UPDATE: Wed, July 4 — Montreal police confirmed July 4 that the human head found in Parc Angrignon is, in fact, Lin Jun’s.
While the police say that they got a tip leading to the park, they are refusing to comment as to whether the tip came from Luka Magnotta, the man accused of killing Jun.
The information brought the police to the secluded park on the morning of Canada Day.
With the remains found, one of the more unsettling questions surrounding the case is closed.
The family of the victim has been informed that Jun’s head has been found.
While it’s not known whether Jun’s family is still in Montreal, a media officer with the Montreal police confirmed that they were updated on the find.
July 1 — Lin Jun’s body may finally be put to rest.
Jun was the victim of a brutal crime that has garnered worldwide attention, fascination and disgust. His murder — and subsequent dismemberment — was filmed and posted online. Parts of his body were mailed across Canada — with pieces being sent to the headquarters of the Liberal and Conservative parties as well as to two Vancouver schools. The following weeks involved an international manhunt for the man thought to be responsible for the crime.
There is now speculation that human remains found in a west-end Montreal park may be Jun’s missing head.
Police have indicated that it was a tip involving Jun’s murder that led them to the park.

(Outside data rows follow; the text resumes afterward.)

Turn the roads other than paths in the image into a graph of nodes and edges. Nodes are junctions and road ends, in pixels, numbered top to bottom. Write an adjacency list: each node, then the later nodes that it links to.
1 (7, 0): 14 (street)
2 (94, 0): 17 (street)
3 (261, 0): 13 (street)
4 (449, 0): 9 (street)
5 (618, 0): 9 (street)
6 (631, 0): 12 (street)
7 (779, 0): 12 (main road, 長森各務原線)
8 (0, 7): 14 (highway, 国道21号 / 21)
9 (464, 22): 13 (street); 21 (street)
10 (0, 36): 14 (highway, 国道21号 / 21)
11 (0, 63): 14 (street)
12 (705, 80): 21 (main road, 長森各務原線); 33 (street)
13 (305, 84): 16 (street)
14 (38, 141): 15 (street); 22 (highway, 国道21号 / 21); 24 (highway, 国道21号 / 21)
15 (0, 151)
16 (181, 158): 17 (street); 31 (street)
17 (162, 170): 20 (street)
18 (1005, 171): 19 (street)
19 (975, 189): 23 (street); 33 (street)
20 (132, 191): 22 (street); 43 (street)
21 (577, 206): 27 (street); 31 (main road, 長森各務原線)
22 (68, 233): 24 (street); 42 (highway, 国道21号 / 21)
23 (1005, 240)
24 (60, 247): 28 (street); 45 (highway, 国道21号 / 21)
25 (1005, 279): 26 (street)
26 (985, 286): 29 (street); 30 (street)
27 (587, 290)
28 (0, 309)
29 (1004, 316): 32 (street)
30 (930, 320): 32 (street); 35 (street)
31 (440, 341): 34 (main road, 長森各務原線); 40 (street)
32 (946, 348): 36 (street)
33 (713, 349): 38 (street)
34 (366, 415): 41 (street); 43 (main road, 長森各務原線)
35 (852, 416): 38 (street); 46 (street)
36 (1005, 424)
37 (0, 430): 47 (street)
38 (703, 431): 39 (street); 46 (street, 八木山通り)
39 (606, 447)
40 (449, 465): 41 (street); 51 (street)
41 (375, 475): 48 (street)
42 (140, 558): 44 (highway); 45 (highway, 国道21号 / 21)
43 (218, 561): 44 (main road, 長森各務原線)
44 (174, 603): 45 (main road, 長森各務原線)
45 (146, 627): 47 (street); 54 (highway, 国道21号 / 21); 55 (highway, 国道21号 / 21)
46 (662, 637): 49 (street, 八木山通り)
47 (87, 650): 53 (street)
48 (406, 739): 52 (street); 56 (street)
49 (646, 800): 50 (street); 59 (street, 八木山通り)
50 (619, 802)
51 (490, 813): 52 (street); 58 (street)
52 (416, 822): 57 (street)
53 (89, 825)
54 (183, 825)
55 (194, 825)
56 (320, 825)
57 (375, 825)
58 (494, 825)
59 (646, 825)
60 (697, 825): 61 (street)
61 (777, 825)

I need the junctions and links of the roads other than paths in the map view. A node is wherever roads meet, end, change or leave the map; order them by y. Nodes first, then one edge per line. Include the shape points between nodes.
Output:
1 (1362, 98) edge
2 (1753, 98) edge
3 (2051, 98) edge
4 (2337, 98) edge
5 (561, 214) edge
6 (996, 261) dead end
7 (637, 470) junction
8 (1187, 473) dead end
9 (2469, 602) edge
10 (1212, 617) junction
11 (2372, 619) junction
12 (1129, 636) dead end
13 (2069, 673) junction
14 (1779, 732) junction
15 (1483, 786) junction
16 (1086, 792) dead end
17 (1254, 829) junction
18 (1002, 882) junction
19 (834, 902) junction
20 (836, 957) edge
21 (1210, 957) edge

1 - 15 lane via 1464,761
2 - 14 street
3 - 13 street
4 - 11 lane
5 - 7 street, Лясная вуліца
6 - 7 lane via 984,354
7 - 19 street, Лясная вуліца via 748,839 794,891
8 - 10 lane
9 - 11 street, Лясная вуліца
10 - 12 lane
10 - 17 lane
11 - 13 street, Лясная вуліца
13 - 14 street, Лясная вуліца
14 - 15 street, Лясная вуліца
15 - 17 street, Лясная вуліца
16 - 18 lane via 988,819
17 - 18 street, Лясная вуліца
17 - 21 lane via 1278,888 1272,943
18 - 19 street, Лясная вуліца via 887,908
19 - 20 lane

Prosecutors in the case had emphasized the importance of finding the head — to both the family and the case.
While Jun’s family was in Montreal for weeks following the discovery of their son’s body, it’s unclear whether they are still in the city.
It’s possible that Luka Magnotta — charged with the murder — gave police the location of Jun’s head in exchange for something from the Crown.
The head seems to have been the only missing body part, although the victim’s penis may also be unaccounted for. Police were not clear about its possible location when asked but suggested that it may have been discarded near the murder location or eaten by the killer.
Magnotta is scheduled to return to court sometime in March to face a preliminary hearing. He is pleading not guilty, and is forgoing a psychiatric assessment.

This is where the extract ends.